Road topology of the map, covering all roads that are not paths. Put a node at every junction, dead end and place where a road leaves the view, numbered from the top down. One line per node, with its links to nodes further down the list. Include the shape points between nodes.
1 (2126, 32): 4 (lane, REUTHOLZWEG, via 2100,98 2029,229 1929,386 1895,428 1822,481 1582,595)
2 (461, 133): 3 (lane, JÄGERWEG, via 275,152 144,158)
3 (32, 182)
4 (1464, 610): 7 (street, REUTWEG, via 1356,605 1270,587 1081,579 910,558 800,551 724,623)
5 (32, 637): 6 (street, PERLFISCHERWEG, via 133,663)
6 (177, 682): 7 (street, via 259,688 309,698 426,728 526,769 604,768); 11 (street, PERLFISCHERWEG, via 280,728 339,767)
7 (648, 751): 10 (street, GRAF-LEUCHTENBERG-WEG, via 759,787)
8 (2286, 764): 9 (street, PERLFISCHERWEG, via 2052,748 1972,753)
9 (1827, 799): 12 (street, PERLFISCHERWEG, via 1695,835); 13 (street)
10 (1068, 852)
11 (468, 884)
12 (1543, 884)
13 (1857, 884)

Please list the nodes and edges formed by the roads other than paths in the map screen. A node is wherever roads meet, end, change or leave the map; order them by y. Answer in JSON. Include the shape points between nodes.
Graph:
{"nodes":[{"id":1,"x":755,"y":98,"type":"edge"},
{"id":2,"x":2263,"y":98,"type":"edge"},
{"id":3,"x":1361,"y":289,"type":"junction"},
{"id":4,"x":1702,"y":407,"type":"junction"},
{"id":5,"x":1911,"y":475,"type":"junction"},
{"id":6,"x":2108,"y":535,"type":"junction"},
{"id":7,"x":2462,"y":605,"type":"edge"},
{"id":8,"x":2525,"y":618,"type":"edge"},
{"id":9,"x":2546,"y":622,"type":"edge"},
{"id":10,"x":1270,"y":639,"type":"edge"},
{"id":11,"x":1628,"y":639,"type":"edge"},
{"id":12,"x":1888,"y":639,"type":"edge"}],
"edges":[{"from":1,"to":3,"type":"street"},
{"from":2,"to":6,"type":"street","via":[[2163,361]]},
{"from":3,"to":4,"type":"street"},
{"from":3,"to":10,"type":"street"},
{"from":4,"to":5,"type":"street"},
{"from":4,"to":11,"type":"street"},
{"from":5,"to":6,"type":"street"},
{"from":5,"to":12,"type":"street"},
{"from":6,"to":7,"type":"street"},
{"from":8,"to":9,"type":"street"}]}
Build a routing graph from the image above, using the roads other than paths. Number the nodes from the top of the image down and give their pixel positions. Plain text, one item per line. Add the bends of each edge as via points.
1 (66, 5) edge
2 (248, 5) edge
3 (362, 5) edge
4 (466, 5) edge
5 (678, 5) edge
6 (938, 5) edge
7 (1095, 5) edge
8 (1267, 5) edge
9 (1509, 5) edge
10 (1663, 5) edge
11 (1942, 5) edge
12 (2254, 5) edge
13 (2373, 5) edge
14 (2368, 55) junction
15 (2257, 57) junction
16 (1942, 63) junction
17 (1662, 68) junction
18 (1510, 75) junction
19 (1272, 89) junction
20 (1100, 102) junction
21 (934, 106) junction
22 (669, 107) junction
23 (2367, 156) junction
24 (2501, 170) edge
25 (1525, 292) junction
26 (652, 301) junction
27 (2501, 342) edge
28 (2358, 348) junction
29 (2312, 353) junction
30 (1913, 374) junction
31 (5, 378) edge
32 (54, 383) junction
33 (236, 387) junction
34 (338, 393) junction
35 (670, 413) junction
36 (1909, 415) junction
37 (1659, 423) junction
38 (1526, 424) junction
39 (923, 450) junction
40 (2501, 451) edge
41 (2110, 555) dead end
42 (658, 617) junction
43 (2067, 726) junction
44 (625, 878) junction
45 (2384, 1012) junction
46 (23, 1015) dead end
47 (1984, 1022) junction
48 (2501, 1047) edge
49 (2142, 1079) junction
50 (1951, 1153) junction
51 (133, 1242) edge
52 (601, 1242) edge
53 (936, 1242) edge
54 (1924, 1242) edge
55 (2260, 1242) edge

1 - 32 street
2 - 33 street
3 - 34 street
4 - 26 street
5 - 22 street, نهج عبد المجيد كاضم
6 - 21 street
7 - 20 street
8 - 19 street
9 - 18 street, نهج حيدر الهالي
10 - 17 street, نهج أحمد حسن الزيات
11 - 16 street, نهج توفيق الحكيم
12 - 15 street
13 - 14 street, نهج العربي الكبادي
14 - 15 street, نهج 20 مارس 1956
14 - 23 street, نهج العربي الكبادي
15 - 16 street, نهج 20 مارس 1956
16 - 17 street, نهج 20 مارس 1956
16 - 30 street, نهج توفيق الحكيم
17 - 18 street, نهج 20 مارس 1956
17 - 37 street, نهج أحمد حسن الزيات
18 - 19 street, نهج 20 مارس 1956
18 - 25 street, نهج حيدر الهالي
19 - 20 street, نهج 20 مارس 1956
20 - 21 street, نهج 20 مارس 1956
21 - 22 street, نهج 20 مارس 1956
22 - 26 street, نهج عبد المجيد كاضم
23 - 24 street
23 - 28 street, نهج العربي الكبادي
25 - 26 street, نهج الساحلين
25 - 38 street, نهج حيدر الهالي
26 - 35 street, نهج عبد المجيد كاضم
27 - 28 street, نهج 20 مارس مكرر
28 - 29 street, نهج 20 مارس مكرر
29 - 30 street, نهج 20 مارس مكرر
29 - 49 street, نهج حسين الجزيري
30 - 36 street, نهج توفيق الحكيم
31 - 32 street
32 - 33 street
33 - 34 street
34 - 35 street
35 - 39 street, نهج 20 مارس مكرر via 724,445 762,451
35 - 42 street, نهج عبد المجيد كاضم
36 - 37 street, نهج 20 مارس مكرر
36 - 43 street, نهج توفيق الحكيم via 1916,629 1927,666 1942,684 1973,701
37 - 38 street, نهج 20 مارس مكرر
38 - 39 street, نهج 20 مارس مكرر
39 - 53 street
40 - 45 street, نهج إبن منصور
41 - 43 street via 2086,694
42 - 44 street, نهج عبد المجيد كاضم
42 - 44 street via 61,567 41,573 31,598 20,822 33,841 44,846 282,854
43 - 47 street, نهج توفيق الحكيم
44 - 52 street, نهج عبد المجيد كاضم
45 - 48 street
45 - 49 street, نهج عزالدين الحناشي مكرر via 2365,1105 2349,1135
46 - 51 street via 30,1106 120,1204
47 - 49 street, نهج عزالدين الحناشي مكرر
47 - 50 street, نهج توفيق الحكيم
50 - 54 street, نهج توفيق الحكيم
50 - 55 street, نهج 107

§ Assignment: Scan the listing and report each line where the word "مكرر" shows up.

§ Written solution:
27 - 28 street, نهج 20 مارس مكرر
28 - 29 street, نهج 20 مارس مكرر
29 - 30 street, نهج 20 مارس مكرر
35 - 39 street, نهج 20 مارس مكرر via 724,445 762,451
36 - 37 street, نهج 20 مارس مكرر
37 - 38 street, نهج 20 مارس مكرر
38 - 39 street, نهج 20 مارس مكرر
45 - 49 street, نهج عزالدين الحناشي مكرر via 2365,1105 2349,1135
47 - 49 street, نهج عزالدين الحناشي مكرر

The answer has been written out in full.